Амелия вдруг поймала себя на мысли, что в глубине души надеялась, будто гувернантка возьмет с собой грудную девочку. Ей так хотелось снова увидеть малютку, подержать ее на руках! Но огорчаться было глупо. Ребенку совсем ни к чему было разъезжать по холодной сельской местности Корнуолла.

– Добрый день, миссис Мердок. Какой приятный сюрприз! – поприветствовала Амелия гувернантку спокойным тоном, хотя горела желанием спросить, все ли в порядке.

Миссис Мердок бросилась к Амелии, едва та успела спуститься с лестницы, и залилась слезами.

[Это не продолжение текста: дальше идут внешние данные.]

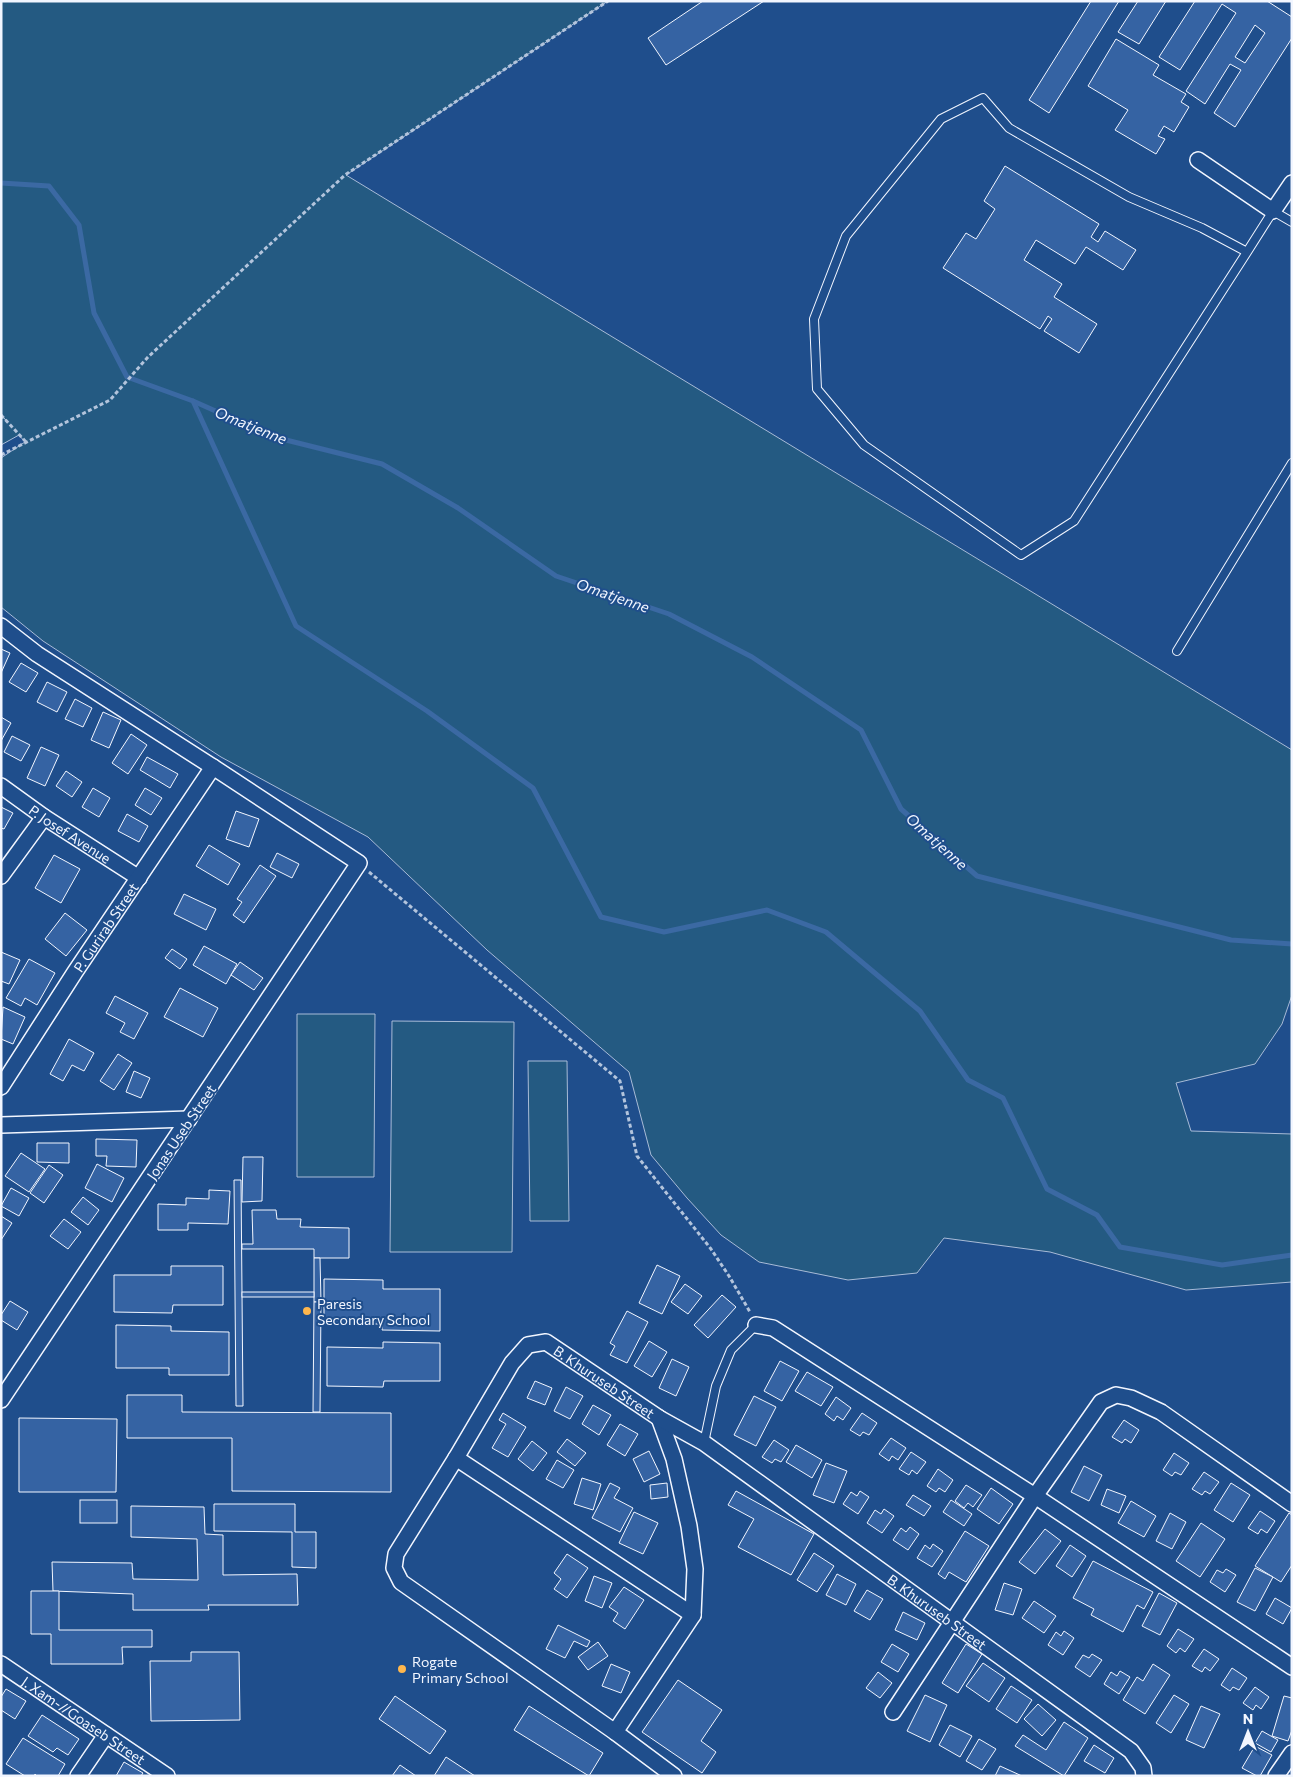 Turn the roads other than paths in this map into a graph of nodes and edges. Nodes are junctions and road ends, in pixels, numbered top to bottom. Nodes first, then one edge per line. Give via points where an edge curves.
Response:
1 (1198, 160) dead end
2 (1292, 182) edge
3 (1273, 210) junction
4 (1292, 222) edge
5 (1246, 252) junction
6 (1292, 463) edge
7 (1, 626) edge
8 (1177, 651) dead end
9 (213, 767) junction
10 (1, 786) edge
11 (44, 816) junction
12 (1, 876) edge
13 (139, 878) junction
14 (1, 1088) edge
15 (189, 1119) junction
16 (1, 1125) edge
17 (756, 1325) joint
18 (1, 1400) edge
19 (659, 1418) junction
20 (704, 1443) junction
21 (456, 1458) junction
22 (1035, 1496) junction
23 (1292, 1504) edge
24 (693, 1616) junction
25 (952, 1621) junction
26 (1, 1664) edge
27 (1292, 1667) edge
28 (893, 1712) dead end
29 (615, 1732) junction
30 (106, 1735) junction
31 (1292, 1753) edge
32 (78, 1776) edge
33 (167, 1776) edge
34 (674, 1776) edge
35 (1144, 1776) edge
36 (1276, 1776) edge

1 - 3 street
2 - 3 street
3 - 4 lane
3 - 5 lane
5 - 5 lane via 1074,521 1021,555 864,445 817,389 814,319 846,236 941,119 983,98 1008,128 1129,196 1202,228
6 - 8 lane
7 - 9 street via 36,654
9 - 13 street, P. Gurirab Street
9 - 15 street, Jonas Useb Street via 359,863
10 - 11 street, P. Josef Avenue
11 - 12 street
11 - 13 street, P. Josef Avenue
13 - 14 street, P. Gurirab Street
15 - 16 street
15 - 18 street, Jonas Useb Street
17 - 20 lane via 731,1350 716,1386
17 - 22 street via 773,1328
19 - 20 street, B. Khuruseb Street
19 - 21 street, B. Khuruseb Street via 546,1342 528,1345 512,1363
19 - 24 street via 674,1459 690,1526 696,1569
20 - 25 street, B. Khuruseb Street
21 - 24 street
21 - 29 street, B. Khuruseb Street via 396,1554 394,1568 401,1582
22 - 23 street via 1100,1402 1116,1396 1131,1398 1160,1412
22 - 25 street
22 - 27 street
24 - 29 street
25 - 28 street
25 - 35 street, B. Khuruseb Street via 1132,1751 1143,1768
26 - 30 street, J. Xam-//Goaseb Street
29 - 34 street, B. Khuruseb Street
30 - 32 street
30 - 33 street, J. Xam-//Goaseb Street
31 - 36 street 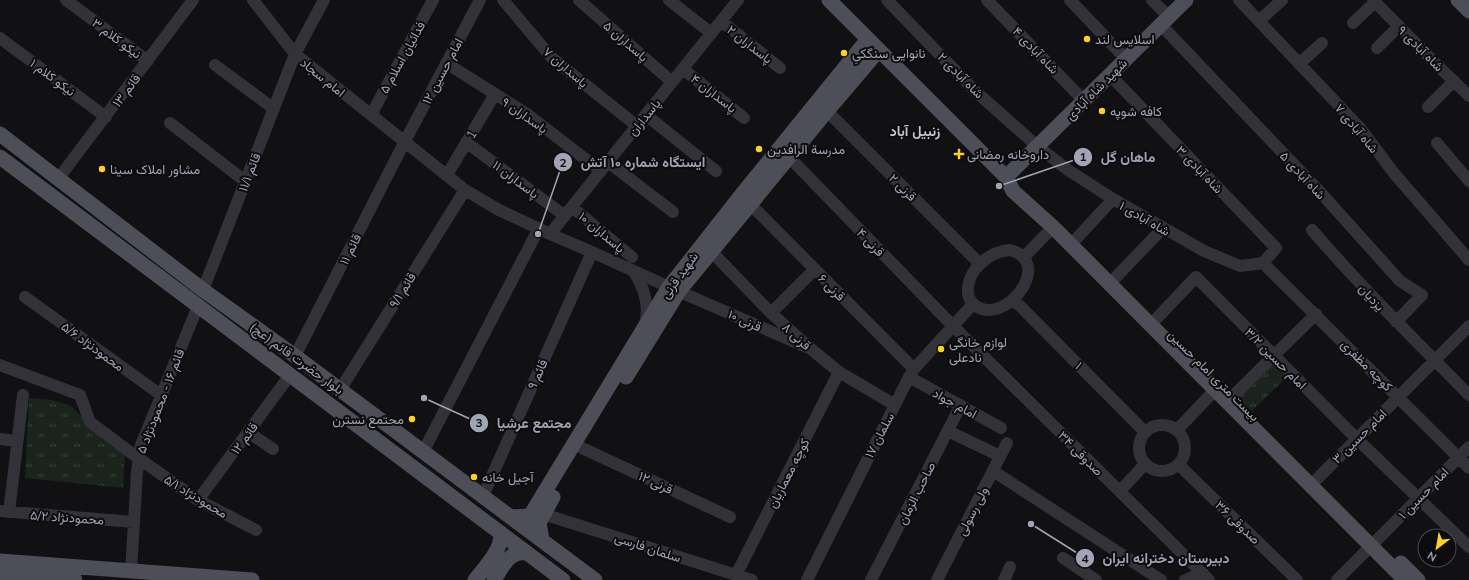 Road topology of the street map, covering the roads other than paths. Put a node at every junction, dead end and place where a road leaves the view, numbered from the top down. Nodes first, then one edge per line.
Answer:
1 (66, 0) edge
2 (253, 0) edge
3 (324, 0) edge
4 (433, 0) edge
5 (480, 0) edge
6 (504, 0) edge
7 (579, 0) edge
8 (669, 0) edge
9 (738, 0) edge
10 (829, 0) edge
11 (888, 0) edge
12 (987, 0) edge
13 (1070, 0) edge
14 (1152, 0) edge
15 (1186, 0) edge
16 (1239, 0) edge
17 (1282, 0) edge
18 (1458, 0) edge
19 (1374, 1) edge
20 (187, 2) edge
21 (1469, 11) edge
22 (721, 21) junction
23 (1165, 21) junction
24 (1259, 21) junction
25 (1353, 23) dead end
26 (1399, 26) junction
27 (712, 33) junction
28 (0, 38) edge
29 (868, 38) junction
30 (1322, 43) dead end
31 (1377, 48) dead end
32 (879, 50) junction
33 (295, 54) junction
34 (1126, 59) junction
35 (148, 61) junction
36 (446, 63) junction
37 (1299, 64) junction
38 (215, 65) dead end
39 (780, 68) dead end
40 (683, 69) junction
41 (1110, 75) junction
42 (672, 82) junction
43 (1454, 82) junction
44 (495, 94) junction
45 (1469, 96) edge
46 (1084, 101) junction
47 (1428, 107) dead end
48 (274, 109) junction
49 (827, 111) junction
50 (371, 115) junction
51 (646, 115) junction
52 (106, 117) junction
53 (744, 118) dead end
54 (170, 123) dead end
55 (637, 126) junction
56 (0, 134) edge
57 (405, 141) junction
58 (466, 142) junction
59 (1437, 143) dead end
60 (1037, 146) junction
61 (0, 157) edge
62 (789, 157) junction
63 (608, 162) junction
64 (716, 171) dead end
65 (601, 172) junction
66 (447, 175) junction
67 (1006, 178) junction
68 (58, 179) junction
69 (245, 181) junction
70 (1469, 181) edge
71 (465, 190) junction
72 (1113, 199) junction
73 (750, 204) junction
74 (569, 212) junction
75 (673, 212) dead end
76 (1053, 227) junction
77 (539, 228) junction
78 (1163, 228) junction
79 (1312, 230) dead end
80 (550, 234) junction
81 (1077, 238) junction
82 (711, 251) junction
83 (592, 252) junction
84 (632, 257) dead end
85 (1024, 257) junction
86 (1469, 260) edge
87 (1263, 263) junction
88 (980, 264) junction
89 (815, 269) junction
90 (632, 270) junction
91 (1116, 277) junction
92 (674, 289) junction
93 (203, 290) junction
94 (25, 297) dead end
95 (1013, 299) junction
96 (973, 304) junction
97 (198, 306) junction
98 (771, 313) junction
99 (1316, 314) junction
100 (1157, 318) junction
101 (1396, 322) junction
102 (953, 326) junction
103 (1469, 326) edge
104 (644, 329) junction
105 (811, 349) junction
106 (295, 356) junction
107 (1274, 356) junction
108 (1434, 360) junction
109 (0, 365) edge
110 (839, 372) junction
111 (912, 373) junction
112 (290, 375) junction
113 (1216, 389) junction
114 (340, 390) junction
115 (23, 395) dead end
116 (161, 395) junction
117 (1469, 395) edge
118 (1399, 397) junction
119 (1231, 398) junction
120 (895, 405) junction
121 (961, 405) junction
122 (1001, 428) dead end
123 (1178, 430) junction
124 (948, 431) junction
125 (248, 432) junction
126 (1145, 432) junction
127 (1357, 438) junction
128 (0, 439) edge
129 (16, 441) junction
130 (1007, 443) dead end
131 (1469, 447) edge
132 (582, 448) junction
133 (273, 449) dead end
134 (423, 452) junction
135 (1000, 456) junction
136 (1458, 457) junction
137 (138, 458) junction
138 (1145, 464) junction
139 (1179, 465) junction
140 (1469, 468) edge
141 (993, 471) junction
142 (1317, 479) junction
143 (1120, 491) junction
144 (483, 496) junction
145 (1419, 498) junction
146 (198, 500) junction
147 (5, 512) edge
148 (511, 517) junction
149 (537, 517) junction
150 (730, 517) dead end
151 (134, 522) junction
152 (256, 530) dead end
153 (501, 533) junction
154 (542, 540) junction
155 (1374, 543) junction
156 (1469, 546) edge
157 (504, 553) junction
158 (526, 553) junction
159 (1063, 558) dead end
160 (0, 561) edge
161 (1010, 567) dead end
162 (131, 571) junction
163 (0, 573) edge
164 (736, 575) junction
165 (1206, 577) edge
166 (75, 580) edge
167 (252, 580) edge
168 (475, 580) edge
169 (494, 580) edge
170 (563, 580) edge
171 (595, 580) edge
172 (752, 580) edge
173 (807, 580) edge
174 (871, 580) edge
175 (937, 580) edge
176 (1004, 580) edge
177 (1096, 580) edge
178 (1161, 580) edge
179 (1185, 580) edge
180 (1296, 580) edge
181 (1337, 580) edge
182 (1405, 580) edge
183 (1418, 580) edge

1 - 35 street, نیکو کلام ۳
2 - 33 street, امام سجاد
3 - 33 street, قائم ۱۱/۱
4 - 50 street, فدائیان اسلام ۵
5 - 36 street, امام حسین ۱۲
6 - 55 street, پاسداران ۷
7 - 42 street, پاسداران ۵
8 - 27 street
9 - 22 street, پاسداران
10 - 29 main road, بیست متری امام حسین
11 - 60 street, شاه آبادی ۲
12 - 46 street, شاه آبادی ۴
13 - 34 street
14 - 23 street
15 - 23 main road, شهید شاه آبادی
16 - 24 street, شاه آبادی ۷
17 - 24 street
18 - 21 main road
19 - 25 street
19 - 26 street, شاه آبادی ۹
20 - 35 street, قائم ۱۳
22 - 27 street, پاسداران
22 - 39 street, پاسداران ۲
23 - 34 main road, شهید شاه آبادی
23 - 101 street, شاه آبادی ۵
24 - 37 street, شاه آبادی ۷
26 - 31 street
26 - 43 street, شاه آبادی ۹
27 - 40 street, پاسداران
28 - 52 street, نیکو کلام ۱
29 - 32 main road, بیست متری امام حسین
29 - 92 main road, شهید قرنی
30 - 37 street
32 - 49 main road, شهید قرنی
32 - 67 main road, بیست متری امام حسین
33 - 48 street, قائم ۱۱/۱
33 - 50 street, امام سجاد
34 - 41 main road, شهید شاه آبادی
35 - 52 street, قائم ۱۳
36 - 44 street, پاسداران ۹
36 - 57 street, امام حسین ۱۲
37 - 86 street, شاه آبادی ۷
38 - 48 street
40 - 42 street, پاسداران
40 - 53 street, پاسداران ۴
41 - 46 main road, شهید شاه آبادی
41 - 87 street, شاه آبادی ۳
42 - 51 street, پاسداران
43 - 45 street, شاه آبادی ۹
43 - 47 street
44 - 58 street, 1
44 - 65 street, پاسداران ۹
46 - 60 main road, شهید شاه آبادی
48 - 69 street, قائم ۱۱/۱
49 - 62 main road, شهید قرنی
49 - 88 street, قرنی ۲
50 - 57 street, امام سجاد
51 - 55 street, پاسداران
51 - 64 street
52 - 68 street, قائم ۱۳
54 - 69 street
55 - 63 street, پاسداران
56 - 68 main road, بلوار حضرت قائم (عج)
57 - 66 street, امام سجاد
57 - 106 street, قائم ۱۱
58 - 66 street, 1
58 - 74 street, پاسداران ۱۱
59 - 70 street
60 - 67 main road, شهید شاه آبادی
60 - 72 street, شاه آبادی ۱
61 - 97 main road, بلوار حضرت قائم (عج)
62 - 73 main road, شهید قرنی
62 - 102 street, قرنی ۴
63 - 65 street, پاسداران
63 - 75 street
65 - 74 street, پاسداران
66 - 71 street, امام سجاد
67 - 76 main road, بیست متری امام حسین
67 - 81 main road, بیست متری امام حسین
68 - 93 main road, بلوار حضرت قائم (عج)
69 - 93 street, قائم ۱۱/۱
71 - 77 street, امام سجاد
71 - 114 street, قائم ۹/۱
72 - 78 street, شاه آبادی ۱
72 - 81 street
73 - 82 main road, شهید قرنی
73 - 89 street, قرنی ۶
74 - 80 street, پاسداران
74 - 84 street, پاسداران ۱۰
76 - 85 street
76 - 113 main road, بیست متری امام حسین
77 - 80 street, قرنی ۱۰
77 - 134 street
78 - 87 street, شاه آبادی ۱
78 - 91 street
79 - 101 street, یزدیان
80 - 83 street, قرنی ۱۰
81 - 91 main road, بیست متری امام حسین
82 - 92 main road, شهید قرنی
82 - 98 street, قرنی ۸
83 - 90 street, قرنی ۱۰
83 - 144 street, قائم ۹
85 - 88 street
85 - 95 street
87 - 99 street, کوچه مظفری
88 - 96 street
89 - 98 street
89 - 111 street, قرنی ۶
90 - 92 street, قرنی ۱۰
90 - 104 street
91 - 100 main road, بیست متری امام حسین
92 - 104 main road, شهید قرنی
92 - 105 street, قرنی ۱۰
92 - 132 main road, شهید قرنی
93 - 97 main road
93 - 106 main road, بلوار حضرت قائم (عج)
94 - 116 street, محمودنژاد ۵/۶
95 - 96 street
95 - 126 street, ۱
96 - 102 street, سلمان ۱۷
97 - 112 main road, بلوار حضرت قائم (عج)
97 - 116 street, قائم ۱۶ - محمودنژاد ۵
98 - 105 street, قرنی ۸
99 - 107 street
99 - 118 street, کوچه مظفری
100 - 107 street, امام حسین ۳/۲
100 - 119 main road, بیست متری امام حسین
101 - 108 street, یزدیان
102 - 111 street, سلمان ۱۷
102 - 143 street, صدوقی ۳۴
103 - 108 street, امام حسین ۳
104 - 149 main road, شهید قرنی
105 - 110 street, قرنی ۸
106 - 114 main road, بلوار حضرت قائم (عج)
107 - 119 street
107 - 127 street, امام حسین ۳/۲
108 - 117 street, یزدیان
108 - 118 street, امام حسین ۳
109 - 137 street, محمودنژاد ۵/۱
110 - 120 street, قرنی ۸
110 - 164 street, کوچه معماریان
111 - 120 street, سلمان ۱۷
111 - 121 street, امام جواد
112 - 125 street, قائم ۱۲
112 - 153 main road, بلوار حضرت قائم (عج)
113 - 119 main road, بیست متری امام حسین
113 - 123 street
114 - 134 main road, بلوار حضرت قائم (عج)
115 - 129 street
116 - 137 street, قائم ۱۶ - محمودنژاد ۵
118 - 127 street, امام حسین ۳
118 - 136 street, کوچه مظفری
119 - 142 main road, بیست متری امام حسین
119 - 155 main road, بیست متری امام حسین
120 - 173 street, سلمان ۱۷
121 - 122 street, امام جواد
121 - 124 street, صاحب الزمان
123 - 126 street
123 - 139 street
124 - 135 street
124 - 174 street, صاحب الزمان
125 - 133 street
125 - 146 street, قائم ۱۲
126 - 138 street
127 - 142 street, امام حسین ۳
127 - 145 street, امام حسین ۳/۲
128 - 129 street
129 - 147 street
130 - 135 street, ولی رسولی
131 - 136 street, امام حسین ۱
132 - 149 main road, شهید قرنی
132 - 150 street, قرنی ۱۲
134 - 144 main road, بلوار حضرت قائم (عج)
135 - 141 street, ولی رسولی
136 - 140 street, کوچه مظفری
136 - 145 street, امام حسین ۱
137 - 146 street, محمودنژاد ۵/۱
137 - 151 street, قائم ۱۶ - محمودنژاد ۵
138 - 139 street
138 - 143 street
139 - 180 street, صدوقی ۳۶
141 - 175 street, ولی رسولی
141 - 178 street
142 - 155 main road, بیست متری امام حسین
143 - 165 street, صدوقی ۳۴
144 - 148 main road, بلوار حضرت قائم (عج)
145 - 155 street, امام حسین ۱
145 - 156 street, امام حسین ۳/۲
146 - 152 street, محمودنژاد ۵/۱
147 - 151 street, محمودنژاد ۵/۲
148 - 149 main road
148 - 154 main road, بلوار حضرت قائم (عج)
149 - 154 main road
149 - 164 street, سلمان فارسی
151 - 162 street, قائم ۱۶ - محمودنژاد ۵
153 - 157 main road
153 - 158 main road, بلوار حضرت قائم (عج)
154 - 171 main road, بلوار حضرت قائم (عج)
155 - 181 street, امام حسین ۱
155 - 182 main road, بیست متری امام حسین
155 - 183 main road, بیست متری امام حسین
157 - 158 main road
157 - 168 main road
157 - 169 main road
158 - 170 main road, بلوار حضرت قائم (عج)
159 - 177 street
160 - 162 main road
161 - 176 street
162 - 167 main road
163 - 166 main road
164 - 172 street, سلمان فارسی
165 - 179 street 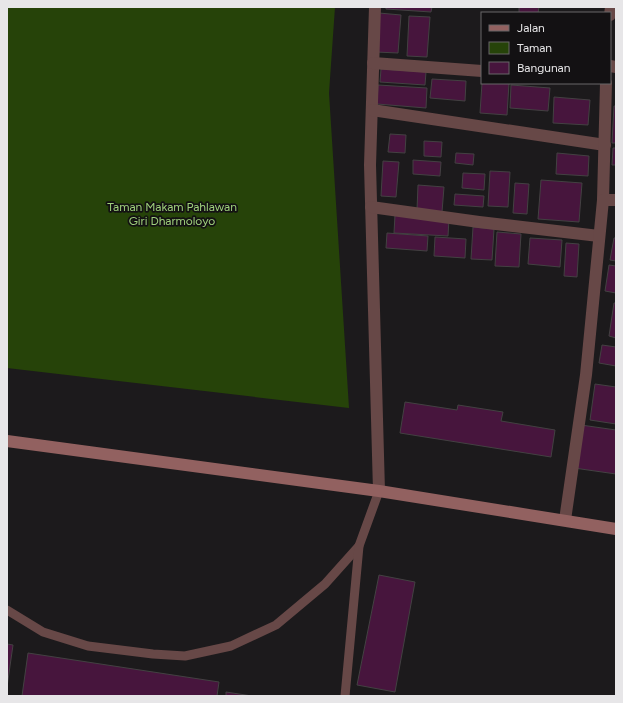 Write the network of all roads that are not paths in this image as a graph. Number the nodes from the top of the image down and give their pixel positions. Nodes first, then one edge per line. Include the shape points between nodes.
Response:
1 (375, 7) edge
2 (373, 63) junction
3 (481, 71) edge
4 (606, 84) edge
5 (372, 110) junction
6 (605, 145) junction
7 (602, 200) junction
8 (616, 200) edge
9 (371, 207) junction
10 (599, 236) junction
11 (7, 441) edge
12 (379, 490) junction
13 (565, 520) junction
14 (616, 529) edge
15 (359, 546) junction
16 (7, 610) edge
17 (345, 696) edge

1 - 2 street
2 - 3 street
2 - 5 street
4 - 6 street
5 - 6 street
5 - 9 street
6 - 7 street
7 - 8 street
7 - 10 street
9 - 10 street
9 - 12 street
10 - 13 street via 586,375
11 - 12 main road
12 - 13 main road
12 - 15 lane
13 - 14 main road
15 - 16 lane via 325,584 276,625 231,646 186,656 88,646 43,632
15 - 17 lane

– О, мисс Грейстоун, я – в крайнем замешательстве, мы все так растеряны! – вскричала она, схватив Амелию за руки.

– Что случилось? – взволнованно спросила Амелия, вне себя от страха.

– Сент-Джаст-Холл – в полнейшем беспорядке, – сообщила миссис Мердок, и ее второй подбородок задрожал. – Мы совершенно не справляемся!

Обняв гостью за плечи, Амелия почувствовала, что ту буквально трясет от нервного возбуждения.

– Проходите, сядьте и расскажите мне, что не так, – ласково, желая успокоить женщину, пригласила Амелия.

– Малышка плачет день и ночь. И теперь ее просто невозможно успокоить! Мальчики делают все, что душе угодно, – они просто на головах стоят! Не посещают классную комнату, не слушаются синьора Барелли, носятся по саду, словно невоспитанные уличные мальчишки. Вчера лорд Уильям взял лошадь – сам! – и пропал на несколько часов! А еще мы не могли найти Джона – как выяснилось, он забрался на чердак и спрятался! – Гувернантка снова сорвалась на плач. – Если бы дети так во мне не нуждались, я бы оставила это ужасное место!

Она ни слова не сказала о Гренвилле.

– Мальчики, несомненно, сейчас сильно переживают смерть матери. Они – хорошие дети, я могла в этом убедиться, так что совсем скоро они перестанут плохо себя вести, – попыталась успокоить миссис Мердок Амелия.

– Детям не хватает их матери точно так же, как всем нам! – захлебнулась в рыданиях гувернантка.

Амелия сжала ее плечо.

– А его светлость?

Миссис Мердок прекратила плакать. Помедлив, она ответила:

– Граф заперся в своих покоях.

Амелия насторожилась:

– Что вы имеете в виду?

– Он не выходил из своих покоев со дня похорон, мисс Грейстоун.

* * *

Спустя час Амелия следом за миссис Мердок вошла в Сент-Джаст-Холл, стряхивая капли дождя со своей накидки. В вестибюле с мраморными полами висела такая тишина, что можно было услышать, как муха пролетит. Дождь хлестал по окнам и по крыше. Амелия была в некоторой степени даже благодарна погоде, заглушавшей стук ее сердца.

Понизив голос, она спросила у гувернантки:

– Где дети?

– Когда я уезжала, оба мальчика отправились во двор. Впрочем, сейчас льет дождь…

Если мальчики по-прежнему на улице, они могут серьезно заболеть, подумала Амелия. В передней появился облаченный в ливрею слуга, и Амелия передала ему свою промокшую до нитки накидку.

– Как вас зовут, сэр? – твердо спросила она.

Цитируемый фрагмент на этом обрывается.